MATERIALS AND METHODS

Breeding of mice

DAT-cre (22) and Ndufs4LoxP (18) mice were backcrossed ≥10 generations to C57Bl/6. Ndufs4LoxP/+ were crossed to DATcre/+ mice to generate double heterozygous offspring that were subsequently crossed to homozygous Ndufs4LoxP/LoxP mice. The genes for Ndufs4 and the DA transporter (Slc6a3) are linked on chromosome 13 by a distance of 41.4 Mb. Consequently, once male Ndufs4-DA mice (DATcre/+; Ndufs4LoxP/LoxP) were established, they were further crossed to control females (Ndufs4LoxP/LoxP) to generate littermate knockouts and controls, respectively. Unless otherwise stated, mice with genotype Ndufs4LoxP/LoxP were used as controls.

To generate heart- and skeletal muscle-specific knockouts, Ndufs4Loxp/+ mice were first bred with mice carrying Ckmm-NLS-cre (20).

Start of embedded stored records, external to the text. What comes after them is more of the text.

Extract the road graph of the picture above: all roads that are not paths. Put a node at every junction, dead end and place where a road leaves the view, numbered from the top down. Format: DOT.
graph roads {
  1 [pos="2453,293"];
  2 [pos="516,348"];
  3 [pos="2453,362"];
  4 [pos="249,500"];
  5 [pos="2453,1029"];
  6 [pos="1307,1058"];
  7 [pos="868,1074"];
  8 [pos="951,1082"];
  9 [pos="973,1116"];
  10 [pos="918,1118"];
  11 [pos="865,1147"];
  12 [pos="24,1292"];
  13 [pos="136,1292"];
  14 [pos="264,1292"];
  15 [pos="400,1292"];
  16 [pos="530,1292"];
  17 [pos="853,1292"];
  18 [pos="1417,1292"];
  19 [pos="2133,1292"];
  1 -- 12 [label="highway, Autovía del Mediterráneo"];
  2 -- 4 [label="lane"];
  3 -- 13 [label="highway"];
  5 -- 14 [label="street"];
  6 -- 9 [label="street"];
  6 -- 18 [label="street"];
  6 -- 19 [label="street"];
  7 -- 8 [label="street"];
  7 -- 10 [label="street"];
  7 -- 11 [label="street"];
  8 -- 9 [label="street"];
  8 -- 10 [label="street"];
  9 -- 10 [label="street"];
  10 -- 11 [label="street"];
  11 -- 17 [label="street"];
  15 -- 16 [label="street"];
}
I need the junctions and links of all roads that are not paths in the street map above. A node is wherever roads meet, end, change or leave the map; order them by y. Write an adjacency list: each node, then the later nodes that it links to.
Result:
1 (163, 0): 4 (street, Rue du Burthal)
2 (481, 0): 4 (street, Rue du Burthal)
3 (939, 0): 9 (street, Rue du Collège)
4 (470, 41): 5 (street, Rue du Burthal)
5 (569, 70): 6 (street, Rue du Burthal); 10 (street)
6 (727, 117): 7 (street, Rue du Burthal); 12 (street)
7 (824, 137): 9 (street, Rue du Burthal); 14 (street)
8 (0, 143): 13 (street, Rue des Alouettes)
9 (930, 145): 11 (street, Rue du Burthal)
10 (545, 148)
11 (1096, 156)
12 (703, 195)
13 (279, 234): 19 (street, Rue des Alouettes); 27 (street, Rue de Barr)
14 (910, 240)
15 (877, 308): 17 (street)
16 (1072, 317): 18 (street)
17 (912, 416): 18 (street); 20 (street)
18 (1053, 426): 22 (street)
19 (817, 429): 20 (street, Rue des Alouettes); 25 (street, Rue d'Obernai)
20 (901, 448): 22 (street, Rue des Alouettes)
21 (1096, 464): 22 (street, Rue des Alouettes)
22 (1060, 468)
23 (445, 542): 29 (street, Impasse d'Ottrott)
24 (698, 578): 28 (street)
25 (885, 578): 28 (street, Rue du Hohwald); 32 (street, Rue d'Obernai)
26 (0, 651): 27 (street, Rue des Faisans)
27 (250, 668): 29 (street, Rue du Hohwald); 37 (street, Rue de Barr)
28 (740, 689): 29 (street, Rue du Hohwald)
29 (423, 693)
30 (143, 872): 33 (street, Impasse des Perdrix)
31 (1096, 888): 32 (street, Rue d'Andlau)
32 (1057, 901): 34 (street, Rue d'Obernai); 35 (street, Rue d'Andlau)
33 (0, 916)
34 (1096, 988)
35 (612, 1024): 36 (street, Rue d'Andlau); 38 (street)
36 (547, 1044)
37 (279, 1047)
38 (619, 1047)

Double heterozygous offspring were crossed to homozygous Ndufs4LoxP/LoxP mice to generate knockouts (Ckmm-NLS-cre; Ndufs4LoxP/LoxP) and littermate controls (genotype Ndufs4+/LoxP or Ndufs4LoxP/LoxP). Experiments were approved by an ethical committee and are in compliance with Swedish law.

Behavior analysis

A cohort of female littermates was analyzed at ages 6 (n= 8), 12 (n= 8), 18 (n= 8) and 24 months (n= 10 controls, 14 knockouts) using an animal activity monitoring system (VersaMax, AccuScan Instruments). Mice were habituated to the dimly lit, low-noise and ventilated experimental room for at least 30 min before initiating experiments. Mice were individually placed in activity cages (40 × 40 cm and 30 cm high) and a grid of infrared light beams at floor level and 7.5 cm above recorded horizontal and vertical locomotor activities, respectively. Spontaneous behavior was measured during a 2 h period between 6 and 8 p.m. at the beginning of the dark phase of the light/dark cycle.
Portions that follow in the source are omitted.